In the early books and novels, before he moved to Laurel Canyon, when he still lived at 615 Cahuenga Building on Hollywood Boulevard, near Ivar, telephone Glenview 7537, Marlowe was fond of Los Angeles. All the bad things happened in Bay City. In Bay City there were crooked cops, prostitution, drugs, but after you came to (Marlowe was always coming to in Bay City, usually a long time after he had been sapped, because in Bay City they always hit him very hard) you could drive home. Later on the evil had spread everywhere and Marlowe learned to hate what LA had become. The set-piece descriptions of his stamping ground got more and more sour. But the descriptions were always there—one of the strongest threads running through the novels from first to last. And even at their most acridly poisonous they still kept something of the wide-eyed lyricism of that beautiful line in
Farewell, My Lovely
about a dark night in the canyons—the night Marlowe drove Lindsay Marriott to meet his death. “A yellow window hung here and there by itself, like the last orange.”

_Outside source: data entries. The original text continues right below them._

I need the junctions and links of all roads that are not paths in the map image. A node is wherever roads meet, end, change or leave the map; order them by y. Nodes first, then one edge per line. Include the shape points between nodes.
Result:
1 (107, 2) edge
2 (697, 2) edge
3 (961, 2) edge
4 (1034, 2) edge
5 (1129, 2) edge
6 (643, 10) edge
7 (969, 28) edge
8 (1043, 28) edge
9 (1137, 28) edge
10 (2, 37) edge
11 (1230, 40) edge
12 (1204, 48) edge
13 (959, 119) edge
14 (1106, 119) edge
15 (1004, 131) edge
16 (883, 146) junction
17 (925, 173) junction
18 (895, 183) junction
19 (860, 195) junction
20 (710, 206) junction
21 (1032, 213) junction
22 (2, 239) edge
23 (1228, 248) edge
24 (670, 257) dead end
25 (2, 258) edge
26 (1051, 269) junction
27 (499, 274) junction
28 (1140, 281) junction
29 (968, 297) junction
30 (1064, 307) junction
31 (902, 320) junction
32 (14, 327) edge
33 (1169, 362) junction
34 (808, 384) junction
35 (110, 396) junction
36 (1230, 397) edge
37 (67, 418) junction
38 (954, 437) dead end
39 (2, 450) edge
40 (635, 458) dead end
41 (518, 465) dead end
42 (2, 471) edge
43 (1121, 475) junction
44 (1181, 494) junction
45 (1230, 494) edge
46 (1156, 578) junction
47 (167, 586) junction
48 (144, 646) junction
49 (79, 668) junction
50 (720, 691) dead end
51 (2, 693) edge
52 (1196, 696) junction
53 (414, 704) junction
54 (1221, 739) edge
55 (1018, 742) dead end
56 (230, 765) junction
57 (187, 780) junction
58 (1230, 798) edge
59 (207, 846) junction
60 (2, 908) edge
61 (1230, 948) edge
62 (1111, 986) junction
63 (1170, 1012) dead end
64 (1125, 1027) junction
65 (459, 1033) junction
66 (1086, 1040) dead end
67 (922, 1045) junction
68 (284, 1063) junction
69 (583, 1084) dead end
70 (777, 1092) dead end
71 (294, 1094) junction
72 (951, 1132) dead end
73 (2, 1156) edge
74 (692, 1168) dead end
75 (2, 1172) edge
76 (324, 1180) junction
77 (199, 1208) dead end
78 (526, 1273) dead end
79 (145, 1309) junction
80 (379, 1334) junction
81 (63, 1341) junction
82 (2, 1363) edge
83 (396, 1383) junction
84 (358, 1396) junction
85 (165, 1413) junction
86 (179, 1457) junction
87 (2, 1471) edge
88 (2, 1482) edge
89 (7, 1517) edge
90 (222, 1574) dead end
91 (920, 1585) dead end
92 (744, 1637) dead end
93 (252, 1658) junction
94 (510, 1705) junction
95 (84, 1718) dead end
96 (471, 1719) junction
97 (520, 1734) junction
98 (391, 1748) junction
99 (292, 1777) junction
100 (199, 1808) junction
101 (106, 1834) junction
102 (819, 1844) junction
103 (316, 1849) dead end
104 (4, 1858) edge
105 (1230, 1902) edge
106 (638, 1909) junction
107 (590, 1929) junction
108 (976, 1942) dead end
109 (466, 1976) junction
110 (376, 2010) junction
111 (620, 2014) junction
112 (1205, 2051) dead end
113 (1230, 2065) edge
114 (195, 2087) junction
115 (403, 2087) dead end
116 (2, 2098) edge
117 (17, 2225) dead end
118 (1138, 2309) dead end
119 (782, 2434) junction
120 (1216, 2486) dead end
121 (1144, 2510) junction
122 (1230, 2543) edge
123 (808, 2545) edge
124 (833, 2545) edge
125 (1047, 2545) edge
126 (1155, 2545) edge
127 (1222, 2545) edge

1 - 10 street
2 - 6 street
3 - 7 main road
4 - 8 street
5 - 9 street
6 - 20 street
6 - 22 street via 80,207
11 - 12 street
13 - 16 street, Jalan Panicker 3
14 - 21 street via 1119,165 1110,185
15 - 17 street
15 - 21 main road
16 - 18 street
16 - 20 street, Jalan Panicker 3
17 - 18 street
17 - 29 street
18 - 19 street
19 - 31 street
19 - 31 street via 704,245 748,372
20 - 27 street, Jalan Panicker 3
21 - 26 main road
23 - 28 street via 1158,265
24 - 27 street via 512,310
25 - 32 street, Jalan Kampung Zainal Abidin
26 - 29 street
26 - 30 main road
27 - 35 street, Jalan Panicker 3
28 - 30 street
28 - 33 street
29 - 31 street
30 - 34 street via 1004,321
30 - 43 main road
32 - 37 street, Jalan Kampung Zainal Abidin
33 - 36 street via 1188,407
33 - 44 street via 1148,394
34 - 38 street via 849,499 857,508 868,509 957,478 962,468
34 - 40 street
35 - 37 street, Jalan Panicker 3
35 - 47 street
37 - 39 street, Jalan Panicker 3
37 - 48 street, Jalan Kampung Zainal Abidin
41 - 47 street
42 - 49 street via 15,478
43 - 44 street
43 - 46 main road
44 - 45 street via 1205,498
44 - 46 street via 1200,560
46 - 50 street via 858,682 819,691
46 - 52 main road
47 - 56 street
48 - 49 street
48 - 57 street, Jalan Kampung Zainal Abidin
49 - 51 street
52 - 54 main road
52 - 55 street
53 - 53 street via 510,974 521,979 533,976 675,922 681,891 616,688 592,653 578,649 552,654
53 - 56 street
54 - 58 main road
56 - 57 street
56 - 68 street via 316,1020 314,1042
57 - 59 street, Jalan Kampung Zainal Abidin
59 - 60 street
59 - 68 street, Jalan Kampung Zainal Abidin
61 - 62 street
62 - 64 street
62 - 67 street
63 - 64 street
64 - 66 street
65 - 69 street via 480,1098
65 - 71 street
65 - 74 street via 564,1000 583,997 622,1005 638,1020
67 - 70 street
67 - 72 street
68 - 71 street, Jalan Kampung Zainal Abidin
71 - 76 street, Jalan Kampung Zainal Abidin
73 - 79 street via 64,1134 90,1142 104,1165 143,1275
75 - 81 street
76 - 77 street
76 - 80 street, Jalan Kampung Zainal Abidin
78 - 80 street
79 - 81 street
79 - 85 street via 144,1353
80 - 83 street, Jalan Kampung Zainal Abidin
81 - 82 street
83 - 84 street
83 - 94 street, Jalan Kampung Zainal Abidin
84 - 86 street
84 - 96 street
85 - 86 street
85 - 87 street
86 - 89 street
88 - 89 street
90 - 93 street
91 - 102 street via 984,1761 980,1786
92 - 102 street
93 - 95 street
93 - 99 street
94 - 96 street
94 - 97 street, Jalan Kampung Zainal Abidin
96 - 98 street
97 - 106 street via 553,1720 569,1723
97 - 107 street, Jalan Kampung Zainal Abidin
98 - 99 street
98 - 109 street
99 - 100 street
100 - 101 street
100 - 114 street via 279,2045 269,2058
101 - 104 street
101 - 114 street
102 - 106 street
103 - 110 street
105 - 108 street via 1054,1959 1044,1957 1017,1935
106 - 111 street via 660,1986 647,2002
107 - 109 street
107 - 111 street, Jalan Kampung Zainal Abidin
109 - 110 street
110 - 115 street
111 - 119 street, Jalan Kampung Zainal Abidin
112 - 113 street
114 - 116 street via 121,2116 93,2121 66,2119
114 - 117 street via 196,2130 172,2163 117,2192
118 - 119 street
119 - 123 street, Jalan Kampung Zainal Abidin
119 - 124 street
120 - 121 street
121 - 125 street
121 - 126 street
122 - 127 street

There is the usual ration of overcooked metaphors in
The High Window
(1942). Lois Morny gives forth with “a silvery ripple of laughter that held the unspoiled naturalness of a bubble dance.” (By the time you have worked out that this means her silvery ripple of laughter held no unspoiled naturalness, the notion has gone dead.) We learn that Morny's club in Idle Valley looks like a high-budget musical. “A lot of light and glitter, a lot of scenery, a lot of clothes, a lot of sound, an all-star cast, and a plot with all the originality and drive of a split fingernail.” Tracing the club through the musical down to the fingernail, your attention loses focus. It's a better sentence than any of Chandler's imitators ever managed, but it was the kind of sentence they felt able to imitate—lying loose and begging to be picked up.